» SOURCE INFORMATION:
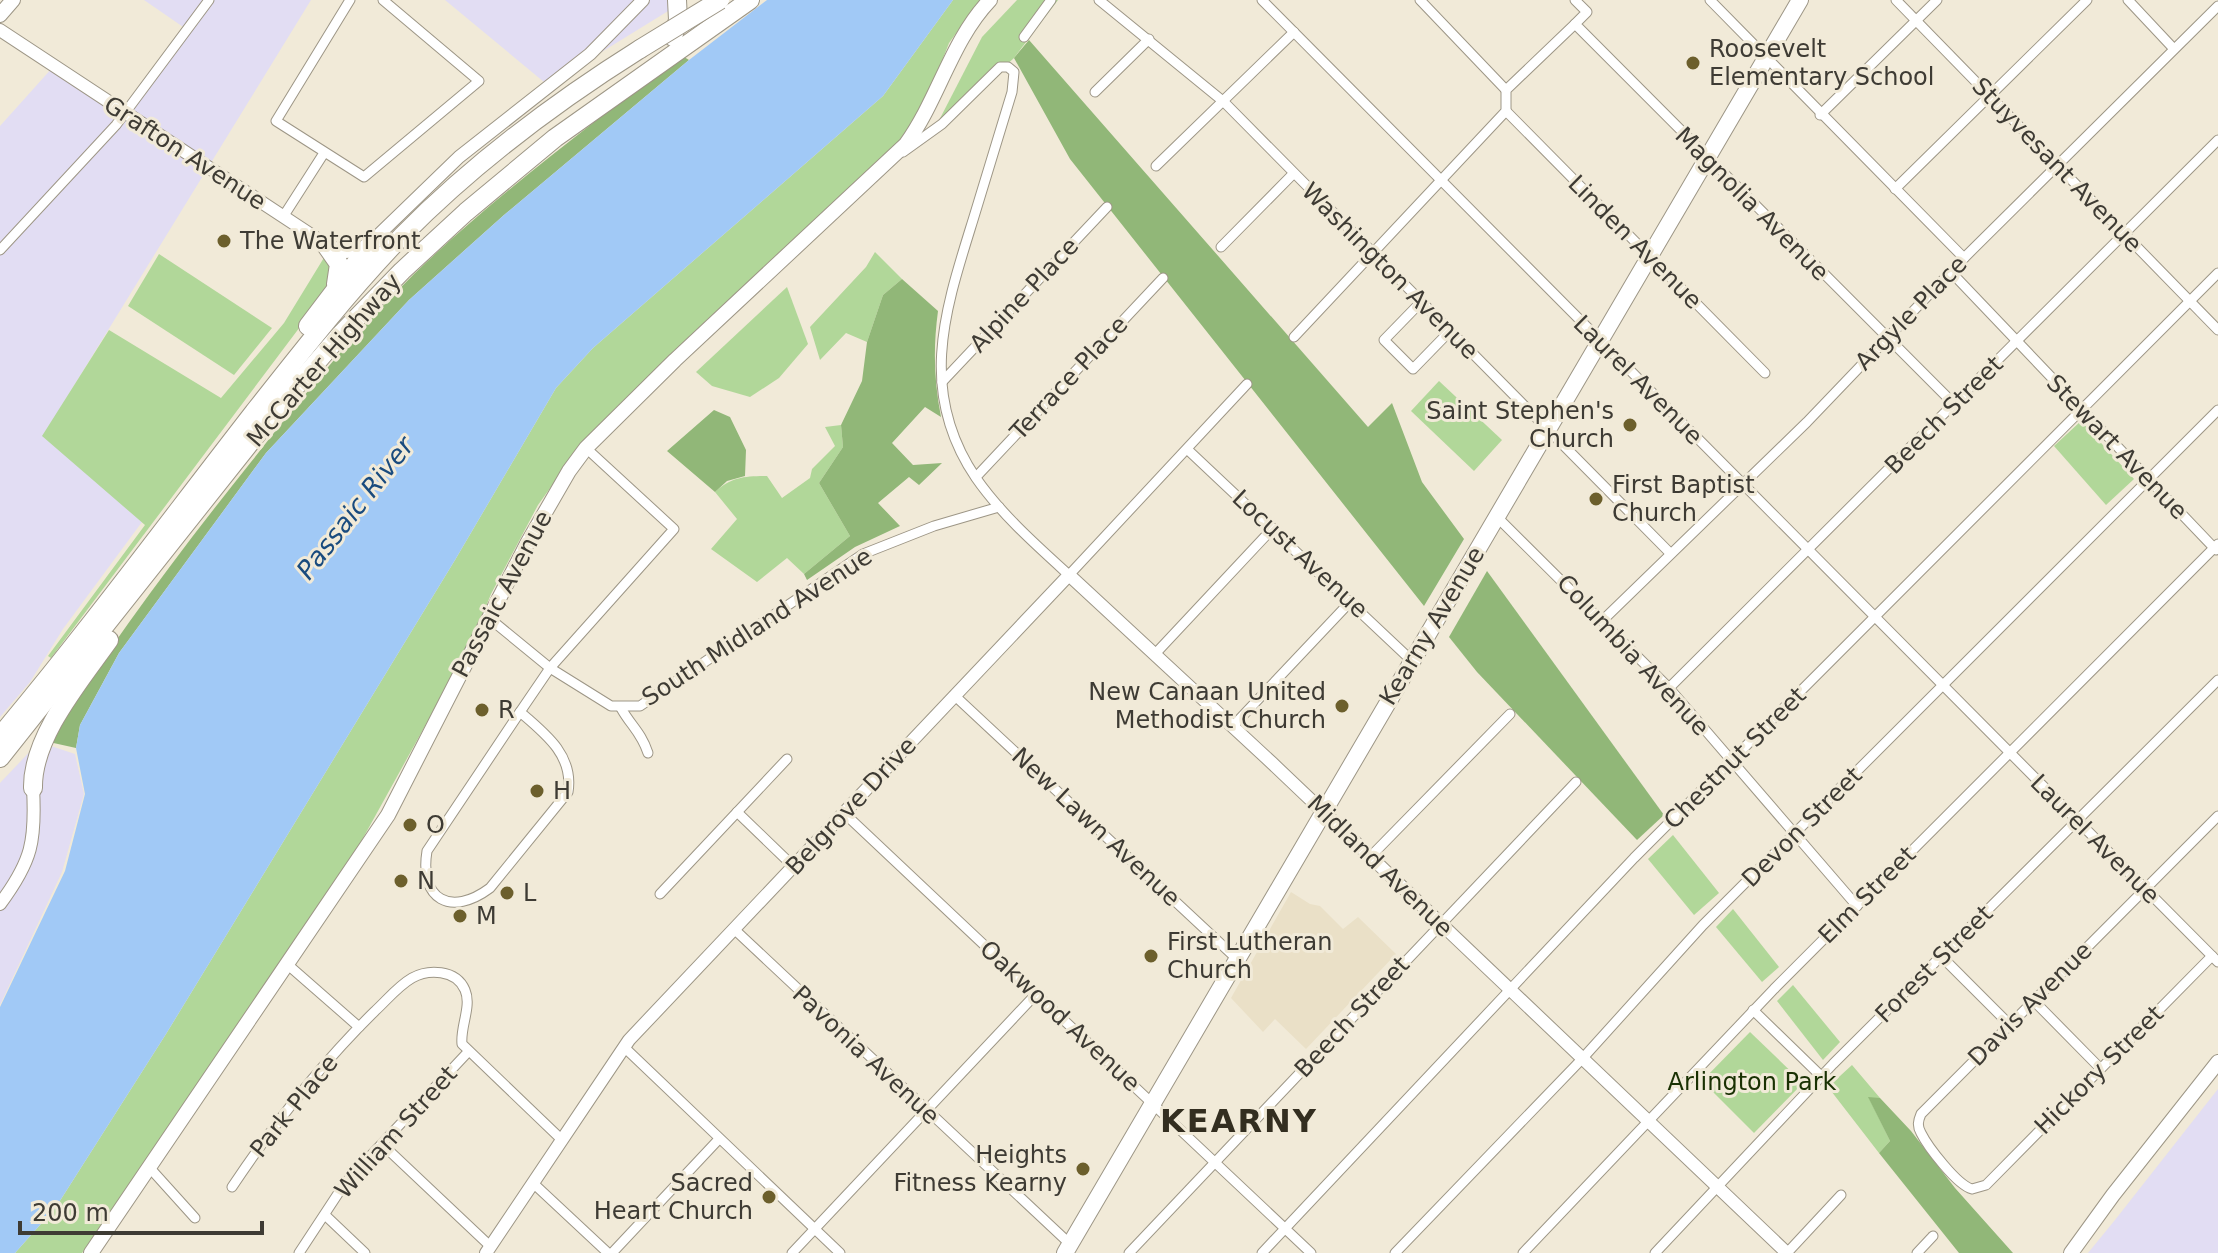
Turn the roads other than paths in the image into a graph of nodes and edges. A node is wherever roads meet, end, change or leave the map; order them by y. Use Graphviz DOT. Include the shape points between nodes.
graph roads {
  1 [pos="13,0"];
  2 [pos="209,0"];
  3 [pos="350,0"];
  4 [pos="383,0"];
  5 [pos="643,0"];
  6 [pos="674,0"];
  7 [pos="720,0"];
  8 [pos="750,0"];
  9 [pos="990,0"];
  10 [pos="1051,0"];
  11 [pos="1099,0"];
  12 [pos="1262,0"];
  13 [pos="1420,0"];
  14 [pos="1575,0"];
  15 [pos="1710,0"];
  16 [pos="1800,0"];
  17 [pos="1896,0"];
  18 [pos="1937,0"];
  19 [pos="2087,0"];
  20 [pos="2128,0"];
  21 [pos="2218,6"];
  22 [pos="0,15"];
  23 [pos="1916,21"];
  24 [pos="1575,24"];
  25 [pos="0,30"];
  26 [pos="1294,32"];
  27 [pos="1024,37"];
  28 [pos="1149,39"];
  29 [pos="2174,49"];
  30 [pos="1767,58"];
  31 [pos="1506,90"];
  32 [pos="1095,92"];
  33 [pos="1989,95"];
  34 [pos="1224,102"];
  35 [pos="1506,111"];
  36 [pos="926,112"];
  37 [pos="126,113"];
  38 [pos="1820,115"];
  39 [pos="947,116"];
  40 [pos="579,121"];
  41 [pos="2218,140"];
  42 [pos="324,153"];
  43 [pos="1707,158"];
  44 [pos="892,159"];
  45 [pos="2057,164"];
  46 [pos="1156,166"];
  47 [pos="1293,174"];
  48 [pos="1441,181"];
  49 [pos="1895,189"];
  50 [pos="1107,207"];
  51 [pos="283,217"];
  52 [pos="2124,233"];
  53 [pos="374,239"];
  54 [pos="325,244"];
  55 [pos="1221,247"];
  56 [pos="0,250"];
  57 [pos="1372,253"];
  58 [pos="1650,256"];
  59 [pos="1964,258"];
  60 [pos="1951,272"];
  61 [pos="2218,273"];
  62 [pos="1163,278"];
  63 [pos="333,292"];
  64 [pos="2190,301"];
  65 [pos="1421,302"];
  66 [pos="2218,330"];
  67 [pos="1450,331"];
  68 [pos="1294,337"];
  69 [pos="1885,338"];
  70 [pos="1601,342"];
  71 [pos="2016,342"];
  72 [pos="1765,373"];
  73 [pos="942,382"];
  74 [pos="1247,384"];
  75 [pos="1955,405"];
  76 [pos="2218,410"];
  77 [pos="2082,411"];
  78 [pos="1548,430"];
  79 [pos="586,448"];
  80 [pos="1188,450"];
  81 [pos="217,459"];
  82 [pos="976,477"];
  83 [pos="220,480"];
  84 [pos="2149,480"];
  85 [pos="1740,484"];
  86 [pos="999,507"];
  87 [pos="1497,517"];
  88 [pos="1273,528"];
  89 [pos="2217,548"];
  90 [pos="1808,549"];
  91 [pos="1670,553"];
  92 [pos="1069,575"];
  93 [pos="1351,601"];
  94 [pos="489,618"];
  95 [pos="1875,619"];
  96 [pos="1603,620"];
  97 [pos="1156,653"];
  98 [pos="1411,660"];
  99 [pos="550,668"];
  100 [pos="2218,680"];
  101 [pos="1943,685"];
  102 [pos="1669,688"];
  103 [pos="2210,688"];
  104 [pos="954,695"];
  105 [pos="2218,697"];
  106 [pos="621,708"];
  107 [pos="520,712"];
  108 [pos="1510,714"];
  109 [pos="1233,726"];
  110 [pos="0,736"];
  111 [pos="648,753"];
  112 [pos="2010,753"];
  113 [pos="0,758"];
  114 [pos="787,759"];
  115 [pos="1731,761"];
  116 [pos="1576,782"];
  117 [pos="33,788"];
  118 [pos="737,812"];
  119 [pos="844,813"];
  120 [pos="1323,813"];
  121 [pos="2218,816"];
  122 [pos="2076,821"];
  123 [pos="1794,834"];
  124 [pos="1371,856"];
  125 [pos="794,867"];
  126 [pos="2146,890"];
  127 [pos="660,894"];
  128 [pos="0,904"];
  129 [pos="1857,906"];
  130 [pos="1441,924"];
  131 [pos="734,929"];
  132 [pos="1941,956"];
  133 [pos="1237,959"];
  134 [pos="2215,959"];
  135 [pos="287,964"];
  136 [pos="1510,992"];
  137 [pos="1036,994"];
  138 [pos="2033,1000"];
  139 [pos="1753,1010"];
  140 [pos="2009,1024"];
  141 [pos="359,1027"];
  142 [pos="624,1047"];
  143 [pos="468,1052"];
  144 [pos="1582,1059"];
  145 [pos="2218,1062"];
  146 [pos="2100,1068"];
  147 [pos="1822,1077"];
  148 [pos="1152,1102"];
  149 [pos="926,1112"];
  150 [pos="1648,1120"];
  151 [pos="561,1139"];
  152 [pos="719,1139"];
  153 [pos="383,1145"];
  154 [pos="1215,1161"];
  155 [pos="149,1167"];
  156 [pos="533,1183"];
  157 [pos="1986,1185"];
  158 [pos="1718,1186"];
  159 [pos="232,1187"];
  160 [pos="1841,1195"];
  161 [pos="325,1215"];
  162 [pos="195,1218"];
  163 [pos="1285,1228"];
  164 [pos="814,1229"];
  165 [pos="1933,1236"];
  166 [pos="1067,1249"];
  167 [pos="488,1250"];
  168 [pos="91,1253"];
  169 [pos="299,1253"];
  170 [pos="365,1253"];
  171 [pos="610,1253"];
  172 [pos="792,1253"];
  173 [pos="840,1253"];
  174 [pos="1129,1253"];
  175 [pos="1262,1253"];
  176 [pos="1311,1253"];
  177 [pos="1395,1253"];
  178 [pos="1523,1253"];
  179 [pos="1655,1253"];
  180 [pos="1787,1253"];
  181 [pos="1917,1253"];
  182 [pos="2071,1253"];
  1 -- 22 [label="main road"];
  2 -- 37 [label="street"];
  3 -- 42 [label="street" via="276,121"];
  4 -- 42 [label="street" via="479,81 364,177"];
  5 -- 53 [label="street, McCarter Highway" via="590,54 459,157"];
  6 -- 40 [label="highway" via="678,20 663,50"];
  7 -- 81 [label="highway, bridge" via="587,82 515,135 426,213 345,298"];
  8 -- 40 [label="highway, McCarter Highway"];
  9 -- 36 [label="main road, Passaic Avenue" via="962,38"];
  10 -- 27 [label="street"];
  11 -- 28 [label="street, Washington Avenue"];
  12 -- 26 [label="street, Laurel Avenue"];
  13 -- 31 [label="street"];
  14 -- 24 [label="street" via="1587,12"];
  15 -- 30 [label="street"];
  16 -- 30 [label="main road, Kearny Avenue"];
  17 -- 23 [label="street, Stuyvesant Avenue"];
  18 -- 23 [label="street"];
  19 -- 33 [label="street"];
  20 -- 29 [label="street"];
  21 -- 29 [label="street, Argyle Place"];
  23 -- 33 [label="street, Stuyvesant Avenue"];
  23 -- 38 [label="street"];
  24 -- 31 [label="street"];
  24 -- 43 [label="street, Magnolia Avenue"];
  25 -- 37 [label="street, Grafton Avenue"];
  26 -- 34 [label="street"];
  26 -- 48 [label="street, Laurel Avenue"];
  28 -- 32 [label="street"];
  28 -- 34 [label="street, Washington Avenue"];
  29 -- 45 [label="street, Argyle Place"];
  30 -- 38 [label="street"];
  30 -- 43 [label="main road, Kearny Avenue"];
  31 -- 35 [label="street"];
  33 -- 45 [label="street, Stuyvesant Avenue"];
  33 -- 49 [label="street"];
  34 -- 46 [label="street"];
  34 -- 47 [label="street, Washington Avenue"];
  35 -- 48 [label="street"];
  35 -- 58 [label="street, Linden Avenue"];
  36 -- 39 [label="street"];
  36 -- 44 [label="main road, Passaic Avenue"];
  37 -- 51 [label="street, Grafton Avenue"];
  37 -- 56 [label="street"];
  38 -- 49 [label="street"];
  39 -- 44 [label="street"];
  39 -- 73 [label="street, Midland Avenue" via="1000,67 1014,72 948,301"];
  40 -- 83 [label="highway, McCarter Highway" via="488,192 402,271 322,356"];
  41 -- 52 [label="street, Beech Street"];
  42 -- 51 [label="street"];
  43 -- 58 [label="main road, Kearny Avenue"];
  43 -- 69 [label="street, Magnolia Avenue"];
  44 -- 79 [label="main road, Passaic Avenue"];
  45 -- 52 [label="street, Stuyvesant Avenue"];
  45 -- 59 [label="street, Argyle Place"];
  47 -- 55 [label="street"];
  47 -- 57 [label="street, Washington Avenue"];
  48 -- 57 [label="street"];
  48 -- 70 [label="street, Laurel Avenue"];
  49 -- 59 [label="street"];
  50 -- 73 [label="street, Alpine Place"];
  51 -- 54 [label="street, Grafton Avenue"];
  52 -- 64 [label="street, Stuyvesant Avenue"];
  52 -- 71 [label="street, Beech Street"];
  53 -- 54 [label="street, Grafton Avenue" via="351,252"];
  53 -- 63 [label="highway"];
  54 -- 63 [label="highway" via="339,264"];
  57 -- 65 [label="street, Washington Avenue"];
  57 -- 68 [label="street"];
  58 -- 70 [label="main road, Kearny Avenue"];
  58 -- 72 [label="street, Linden Avenue"];
  59 -- 60 [label="street, Argyle Place"];
  60 -- 69 [label="street, Argyle Place"];
  60 -- 71 [label="street, Stewart Avenue"];
  61 -- 64 [label="street, Chestnut Street"];
  62 -- 82 [label="street, Terrace Place"];
  63 -- 81 [label="highway"];
  64 -- 66 [label="street, Stuyvesant Avenue"];
  64 -- 77 [label="street, Chestnut Street"];
  65 -- 67 [label="street, Washington Avenue"];
  65 -- 67 [label="street" via="1384,340 1413,369"];
  67 -- 78 [label="street, Washington Avenue"];
  69 -- 75 [label="street, Magnolia Avenue"];
  69 -- 85 [label="street, Argyle Place"];
  70 -- 78 [label="main road, Kearny Avenue"];
  70 -- 85 [label="street, Laurel Avenue"];
  71 -- 75 [label="street, Beech Street"];
  71 -- 77 [label="street, Stewart Avenue"];
  73 -- 82 [label="street, Midland Avenue" via="950,424"];
  74 -- 80 [label="street, Belgrove Drive"];
  75 -- 90 [label="street, Beech Street"];
  76 -- 84 [label="street, Devon Street"];
  77 -- 84 [label="street, Stewart Avenue"];
  77 -- 95 [label="street, Chestnut Street"];
  78 -- 87 [label="main road, Kearny Avenue"];
  78 -- 91 [label="street, Washington Avenue"];
  79 -- 94 [label="main road, Passaic Avenue" via="554,496"];
  79 -- 99 [label="street" via="674,529"];
  80 -- 88 [label="street, Locust Avenue"];
  80 -- 92 [label="street, Belgrove Drive"];
  81 -- 110 [label="highway"];
  82 -- 86 [label="street, Midland Avenue"];
  83 -- 113 [label="highway, McCarter Highway"];
  83 -- 117 [label="highway" via="47,732 34,764"];
  84 -- 89 [label="street, Stewart Avenue"];
  84 -- 101 [label="street, Devon Street"];
  85 -- 90 [label="street, Laurel Avenue"];
  85 -- 91 [label="street, Argyle Place"];
  86 -- 92 [label="street, Midland Avenue"];
  86 -- 106 [label="street, South Midland Avenue" via="863,554 640,706"];
  87 -- 96 [label="street, Columbia Avenue"];
  87 -- 98 [label="main road, Kearny Avenue"];
  88 -- 93 [label="street, Locust Avenue"];
  88 -- 97 [label="street"];
  89 -- 112 [label="street, Elm Street"];
  90 -- 95 [label="street, Laurel Avenue"];
  90 -- 102 [label="street, Beech Street"];
  91 -- 96 [label="street, Argyle Place"];
  92 -- 97 [label="street, Midland Avenue"];
  92 -- 104 [label="street, Belgrove Drive"];
  93 -- 98 [label="street, Locust Avenue"];
  93 -- 109 [label="street"];
  94 -- 99 [label="street, South Midland Avenue"];
  94 -- 135 [label="main road, Passaic Avenue" via="388,815"];
  95 -- 101 [label="street, Laurel Avenue"];
  95 -- 115 [label="street, Chestnut Street"];
  96 -- 102 [label="street, Columbia Avenue"];
  97 -- 109 [label="street, Midland Avenue"];
  98 -- 120 [label="main road, Kearny Avenue"];
  99 -- 106 [label="street, South Midland Avenue"];
  99 -- 107 [label="street"];
  100 -- 103 [label="street, Forest Street"];
  101 -- 112 [label="street, Laurel Avenue"];
  101 -- 123 [label="street, Devon Street"];
  102 -- 115 [label="street, Columbia Avenue"];
  103 -- 105 [label="street"];
  103 -- 122 [label="street, Forest Street"];
  104 -- 119 [label="street, Belgrove Drive"];
  104 -- 133 [label="street, New Lawn Avenue"];
  106 -- 111 [label="street" via="642,734"];
  107 -- 107 [label="street" via="427,851 424,872 441,900 476,899 490,888 568,792 571,776 563,754"];
  108 -- 124 [label="street"];
  109 -- 120 [label="street, Midland Avenue"];
  112 -- 122 [label="street, Laurel Avenue"];
  112 -- 129 [label="street, Elm Street"];
  114 -- 118 [label="street"];
  115 -- 123 [label="street, Columbia Avenue"];
  115 -- 136 [label="street, Chestnut Street"];
  116 -- 130 [label="street, Beech Street"];
  117 -- 128 [label="street" via="30,856"];
  118 -- 125 [label="street"];
  118 -- 127 [label="street"];
  119 -- 125 [label="street, Belgrove Drive"];
  119 -- 137 [label="street, Oakwood Avenue"];
  120 -- 124 [label="street, Midland Avenue"];
  120 -- 133 [label="main road, Kearny Avenue"];
  121 -- 126 [label="street, Davis Avenue"];
  122 -- 126 [label="street, Laurel Avenue"];
  122 -- 132 [label="street, Forest Street"];
  123 -- 129 [label="street, Columbia Avenue"];
  123 -- 144 [label="street, Devon Street"];
  124 -- 130 [label="street, Midland Avenue"];
  125 -- 131 [label="street, Belgrove Drive"];
  126 -- 134 [label="street, Laurel Avenue"];
  126 -- 138 [label="street, Davis Avenue"];
  129 -- 139 [label="street, Elm Street"];
  130 -- 136 [label="street, Midland Avenue"];
  130 -- 154 [label="street, Beech Street"];
  131 -- 142 [label="street, Belgrove Drive"];
  131 -- 149 [label="street, Pavonia Avenue"];
  132 -- 140 [label="street"];
  132 -- 147 [label="street, Forest Street"];
  133 -- 148 [label="main road, Kearny Avenue"];
  134 -- 146 [label="street, Hickory Street"];
  135 -- 141 [label="street"];
  135 -- 155 [label="main road, Passaic Avenue"];
  136 -- 144 [label="street, Midland Avenue"];
  136 -- 163 [label="street, Chestnut Street"];
  137 -- 148 [label="street, Oakwood Avenue"];
  137 -- 149 [label="street"];
  138 -- 140 [label="street, Davis Avenue"];
  138 -- 146 [label="street"];
  139 -- 147 [label="street"];
  139 -- 150 [label="street, Elm Street"];
  140 -- 157 [label="street, Davis Avenue" via="1918,1120 1921,1134 1958,1181 1972,1189"];
  141 -- 143 [label="street, Park Place" via="409,980 427,972 450,975 465,990 461,1034"];
  141 -- 159 [label="street, Park Place" via="272,1127"];
  142 -- 151 [label="street, Belgrove Drive"];
  142 -- 152 [label="street"];
  143 -- 151 [label="street"];
  143 -- 153 [label="street, William Street"];
  144 -- 150 [label="street, Midland Avenue"];
  144 -- 177 [label="street, Devon Street"];
  145 -- 182 [label="main road"];
  146 -- 157 [label="street, Hickory Street"];
  147 -- 158 [label="street, Forest Street"];
  148 -- 154 [label="street, Oakwood Avenue"];
  148 -- 166 [label="main road, Kearny Avenue"];
  149 -- 164 [label="street"];
  149 -- 166 [label="street, Pavonia Avenue"];
  150 -- 158 [label="street, Midland Avenue"];
  150 -- 178 [label="street, Elm Street"];
  151 -- 156 [label="street, Belgrove Drive"];
  152 -- 164 [label="street"];
  152 -- 171 [label="street"];
  153 -- 161 [label="street, William Street" via="345,1183"];
  153 -- 167 [label="street"];
  154 -- 163 [label="street, Oakwood Avenue"];
  154 -- 174 [label="street, Beech Street"];
  155 -- 162 [label="street"];
  155 -- 168 [label="main road, Passaic Avenue"];
  156 -- 167 [label="street, Belgrove Drive"];
  156 -- 171 [label="street"];
  158 -- 179 [label="street, Forest Street"];
  158 -- 180 [label="street, Midland Avenue"];
  160 -- 180 [label="street"];
  161 -- 169 [label="street, William Street"];
  161 -- 170 [label="street"];
  163 -- 175 [label="street, Chestnut Street"];
  163 -- 176 [label="street, Oakwood Avenue"];
  164 -- 172 [label="street"];
  164 -- 173 [label="street"];
  165 -- 181 [label="street"];
}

» YOUR INSTRUCTIONS: Look for the word "Davis" in the listing above, and copy every line where you find it.

» PROBLEM SOLUTION:
  121 -- 126 [label="street, Davis Avenue"];
  126 -- 138 [label="street, Davis Avenue"];
  138 -- 140 [label="street, Davis Avenue"];
  140 -- 157 [label="street, Davis Avenue" via="1918,1120 1921,1134 1958,1181 1972,1189"];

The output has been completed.